The Todd Comes Out of The Closet. Hilarity Ensues.


Scrub’s character “The Todd” is one of the most enigmatic, yet straightforward characters in all of television. His constant stream of innuendos (which he once played off as “in-you-end-o”) and brainless macho attitude makes him seem like the perfect candidate for a straight, yet sex-crazed, dude. Despite his super manliness and his constant hitting on nurses, his heterosexuality comes into question in the pivotal episode “My Lunch”. Carla and Elliot discover that he has never actually slept with any of the people he claims to have slept with. This leads to their wondering about what he was compensating for- his homosexuality.

After easily “outing” him, he becomes their “new gay best friend” and he starts to hang out with Elliot as she does embarrassing things with him (well, they would only really be embarrassing if The Todd was straight…). While Carla and Elliot expect him to turn his overcompensating sexual attitude off, he simply redirects it to men, hitting on every guy he sees. When Carla and Elliot confront him about this, he simply motorboats them both and says “Chicks dig gay guys”. He then strolls down the hall, saying that he would tap every guy or girl, no matter the situation. When asked “What are you?”, he simply responds: I’m The Todd!
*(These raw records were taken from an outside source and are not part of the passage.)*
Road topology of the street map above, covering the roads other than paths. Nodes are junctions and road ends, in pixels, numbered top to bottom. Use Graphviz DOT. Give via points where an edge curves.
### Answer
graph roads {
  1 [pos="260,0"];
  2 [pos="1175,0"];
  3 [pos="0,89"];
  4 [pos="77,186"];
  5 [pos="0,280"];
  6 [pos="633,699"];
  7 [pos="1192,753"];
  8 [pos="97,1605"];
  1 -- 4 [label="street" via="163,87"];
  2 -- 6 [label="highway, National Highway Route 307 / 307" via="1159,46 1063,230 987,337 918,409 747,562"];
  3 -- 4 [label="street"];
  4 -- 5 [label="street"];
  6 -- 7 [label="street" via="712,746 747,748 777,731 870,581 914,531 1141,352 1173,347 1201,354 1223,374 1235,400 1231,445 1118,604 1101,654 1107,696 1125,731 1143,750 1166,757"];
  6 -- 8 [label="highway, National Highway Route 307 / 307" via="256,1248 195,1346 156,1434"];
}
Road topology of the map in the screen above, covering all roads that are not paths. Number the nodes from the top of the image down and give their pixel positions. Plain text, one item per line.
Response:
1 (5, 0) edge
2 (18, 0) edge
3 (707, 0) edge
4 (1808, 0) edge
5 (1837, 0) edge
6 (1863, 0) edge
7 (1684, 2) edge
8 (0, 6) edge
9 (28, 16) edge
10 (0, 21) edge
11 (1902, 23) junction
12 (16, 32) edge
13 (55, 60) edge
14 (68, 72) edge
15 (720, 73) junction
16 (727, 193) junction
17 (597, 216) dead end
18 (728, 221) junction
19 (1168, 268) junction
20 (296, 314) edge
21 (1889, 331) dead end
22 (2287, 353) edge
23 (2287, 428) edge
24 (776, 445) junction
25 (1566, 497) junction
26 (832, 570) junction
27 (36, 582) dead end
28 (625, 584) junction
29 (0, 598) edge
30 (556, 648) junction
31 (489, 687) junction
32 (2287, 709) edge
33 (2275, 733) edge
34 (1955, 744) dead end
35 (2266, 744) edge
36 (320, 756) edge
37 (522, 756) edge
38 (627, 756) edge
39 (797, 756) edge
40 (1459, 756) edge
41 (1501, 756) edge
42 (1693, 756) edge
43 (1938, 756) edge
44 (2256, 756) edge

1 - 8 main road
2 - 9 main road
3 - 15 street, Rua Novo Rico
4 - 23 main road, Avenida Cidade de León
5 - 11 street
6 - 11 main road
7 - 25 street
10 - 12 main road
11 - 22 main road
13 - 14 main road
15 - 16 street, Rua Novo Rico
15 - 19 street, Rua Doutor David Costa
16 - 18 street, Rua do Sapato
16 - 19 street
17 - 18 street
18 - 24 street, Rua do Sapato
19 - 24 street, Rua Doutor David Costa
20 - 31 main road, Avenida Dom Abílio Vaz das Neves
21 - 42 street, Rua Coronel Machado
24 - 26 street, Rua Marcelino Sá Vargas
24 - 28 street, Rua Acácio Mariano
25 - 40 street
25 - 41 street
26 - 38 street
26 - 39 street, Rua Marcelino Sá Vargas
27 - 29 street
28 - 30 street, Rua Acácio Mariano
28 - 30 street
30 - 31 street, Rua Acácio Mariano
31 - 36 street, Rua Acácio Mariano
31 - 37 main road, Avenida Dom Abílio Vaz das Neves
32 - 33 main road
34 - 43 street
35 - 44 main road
The Todd is all about sex, you can tell that from any episode. While The Todd is treated differently as a homosexual, these differences are social, not legal. He utilizes closet anxiety to get close girls only to profit through his own perversions. While some may say he was a victim of Heterosexual Privilege #12 (The Right to Public Affection), I would argue that he was not, being that he was shouting pick-up lines to co-workers and commenting on their ‘packages’. The show satirizes homosexuality and The Todd by combining the two. While The Todd does appear to be homosexual, he does so in an obviously manly and upfront manor, such as asking Turk out of nowhere if he wants to have sex.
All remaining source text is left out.